Sudafed Dry Coughs With Decongestant Liquid
Out of date information, search anotherSUMMARY OF PRODUCT CHARACTERISTICS
1. NAME OF THE MEDICINAL PRODUCT
Sudafed Dry Coughs with Decongestant Liquid
2. QUALITATIVE AND QUANTITATIVE COMPOSITION
Each 5 ml of this medicine contains:
Pseudoephedrine hydrochloride 30.00 mg
Dextromethorphan hydrobromide 10.00 mg
3 PHARMACEUTICAL FORM
A clear red liquid for oral administration.
4 CLINICAL PARTICULARS
4.1 Therapeutic indications
For the symptomatic relief of upper respiratory tract disorders which may benefit from a combination of a nasal decongestant and an antitussive.
4.2. Posology and method of administration
Adults and Children aged 12 years and over:
Oral. 10 ml every 4 - 6 hours up to 4 times a day.
Children under 12 years:
This medicine is contraindicated in children under the age of 12 years (see section 4.3).
Use in the Elderly
There have been no specific studies of Sudafed in the elderly. Experience has indicated that normal adult dosage is appropriate.
Hepatic Dysfunction
Caution should be exercised when administering this medicine to patients with severe hepatic impairment.
Renal Dysfunction
Caution should be exercised when administering this medicine to patients with moderate to severe renal impairment.

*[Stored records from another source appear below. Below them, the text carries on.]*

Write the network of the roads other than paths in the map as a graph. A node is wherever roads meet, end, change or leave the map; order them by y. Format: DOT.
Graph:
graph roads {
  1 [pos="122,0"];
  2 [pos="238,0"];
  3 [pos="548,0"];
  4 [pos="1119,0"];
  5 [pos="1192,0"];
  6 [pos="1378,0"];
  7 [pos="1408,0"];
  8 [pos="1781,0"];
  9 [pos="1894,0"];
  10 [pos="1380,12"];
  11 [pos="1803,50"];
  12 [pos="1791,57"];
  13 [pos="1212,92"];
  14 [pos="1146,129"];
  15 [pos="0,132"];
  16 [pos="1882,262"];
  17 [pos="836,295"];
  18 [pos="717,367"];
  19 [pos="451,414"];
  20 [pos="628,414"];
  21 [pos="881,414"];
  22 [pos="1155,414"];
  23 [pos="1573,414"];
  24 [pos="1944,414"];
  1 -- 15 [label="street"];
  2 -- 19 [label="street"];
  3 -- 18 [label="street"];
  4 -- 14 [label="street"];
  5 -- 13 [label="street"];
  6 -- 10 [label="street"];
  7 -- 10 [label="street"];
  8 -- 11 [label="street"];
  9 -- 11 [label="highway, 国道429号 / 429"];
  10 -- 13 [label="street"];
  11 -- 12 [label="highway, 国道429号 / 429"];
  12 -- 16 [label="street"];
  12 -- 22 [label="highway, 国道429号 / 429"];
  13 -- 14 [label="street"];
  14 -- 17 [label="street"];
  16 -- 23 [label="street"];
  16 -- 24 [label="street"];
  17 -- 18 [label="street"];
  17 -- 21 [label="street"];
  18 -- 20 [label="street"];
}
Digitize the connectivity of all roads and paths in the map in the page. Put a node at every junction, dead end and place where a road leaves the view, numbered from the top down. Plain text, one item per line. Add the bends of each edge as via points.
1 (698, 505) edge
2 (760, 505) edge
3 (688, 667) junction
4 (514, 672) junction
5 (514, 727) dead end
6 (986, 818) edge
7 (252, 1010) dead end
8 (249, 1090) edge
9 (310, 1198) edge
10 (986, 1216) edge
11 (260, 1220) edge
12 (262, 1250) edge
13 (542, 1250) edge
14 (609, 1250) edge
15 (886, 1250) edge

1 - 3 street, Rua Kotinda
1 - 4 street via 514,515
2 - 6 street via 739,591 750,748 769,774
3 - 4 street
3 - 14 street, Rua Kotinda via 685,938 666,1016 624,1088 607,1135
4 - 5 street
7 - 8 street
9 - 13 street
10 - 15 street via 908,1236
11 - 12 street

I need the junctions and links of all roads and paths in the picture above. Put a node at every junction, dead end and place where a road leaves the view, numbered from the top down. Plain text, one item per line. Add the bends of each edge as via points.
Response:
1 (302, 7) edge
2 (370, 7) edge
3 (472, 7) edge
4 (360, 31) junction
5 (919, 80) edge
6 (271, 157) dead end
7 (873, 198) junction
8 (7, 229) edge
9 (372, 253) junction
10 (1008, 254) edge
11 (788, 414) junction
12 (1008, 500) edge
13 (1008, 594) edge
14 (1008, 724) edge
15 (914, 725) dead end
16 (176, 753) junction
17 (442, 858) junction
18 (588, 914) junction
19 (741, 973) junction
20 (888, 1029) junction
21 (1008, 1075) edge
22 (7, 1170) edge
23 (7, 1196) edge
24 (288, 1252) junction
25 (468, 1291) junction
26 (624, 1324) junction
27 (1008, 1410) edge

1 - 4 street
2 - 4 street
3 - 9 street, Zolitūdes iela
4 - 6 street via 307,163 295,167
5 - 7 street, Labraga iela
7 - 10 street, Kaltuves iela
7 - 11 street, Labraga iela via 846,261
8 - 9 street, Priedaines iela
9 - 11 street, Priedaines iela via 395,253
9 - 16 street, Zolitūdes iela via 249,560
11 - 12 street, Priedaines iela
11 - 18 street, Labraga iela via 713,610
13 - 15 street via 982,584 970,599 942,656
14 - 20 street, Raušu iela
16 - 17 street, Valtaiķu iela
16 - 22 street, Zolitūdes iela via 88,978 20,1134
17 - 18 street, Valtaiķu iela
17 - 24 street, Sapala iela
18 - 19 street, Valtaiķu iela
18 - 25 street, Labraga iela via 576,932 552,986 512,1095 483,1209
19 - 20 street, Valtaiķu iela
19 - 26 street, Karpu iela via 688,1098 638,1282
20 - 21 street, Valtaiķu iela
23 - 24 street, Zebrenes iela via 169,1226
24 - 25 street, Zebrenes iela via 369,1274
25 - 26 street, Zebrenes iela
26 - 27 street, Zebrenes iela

Do not exceed the stated dose.
Keep of the reach and sight of children.
4.3. Contraindications
This medicine is contraindicated in individuals with known hypersensitivity to the product or any of its components. This medicine is contraindicated in individuals with severe hypertension or coronary artery disease.
This medicine is contraindicated in individuals who are taking or have taken monoamine oxidase inhibitors within the preceding two weeks. The concomitant use of pseudoephedrine and this type of product may occasionally cause a rise in blood pressure.
This medicine is not intended for use in chronic or persistent cough as occurs with asthma or where cough is accompanied by excessive secretions. Dextromethorphan, in common with other centrally acting antitussive agents should not be given to patients with or at risk of developing respiratory failure.
Not to be used in children under the age of 12 years.
4.4. Special warnings and precautions for use
Although pseudoephedrine has virtually no pressor effects in normotensive patients, this medicine should be used with caution in patients suffering mild to moderate hypertension. As with other sympathomimetic agents, this medicine should be used with caution in patients with hypertension, heart disease, diabetes, hyperthyroidism, elevated intraocular pressure and prostatic enlargement.
Caution should be exercised when using the product in the presence of severe hepatic impairment or moderate to severe renal impairment (particularly if accompanied by cardiovascular disease).
There have been a few reports of abuse of dextromethorphan but there is no evidence of drug dependance at therapeutic doses.
Not more than 4 doses should be given in any 24 hours.
The pack carries the following statements:
This medicine can make you feel sleepy. Do not drive while taking this medicine until you know how it makes you feel. See the leaflet inside for more information.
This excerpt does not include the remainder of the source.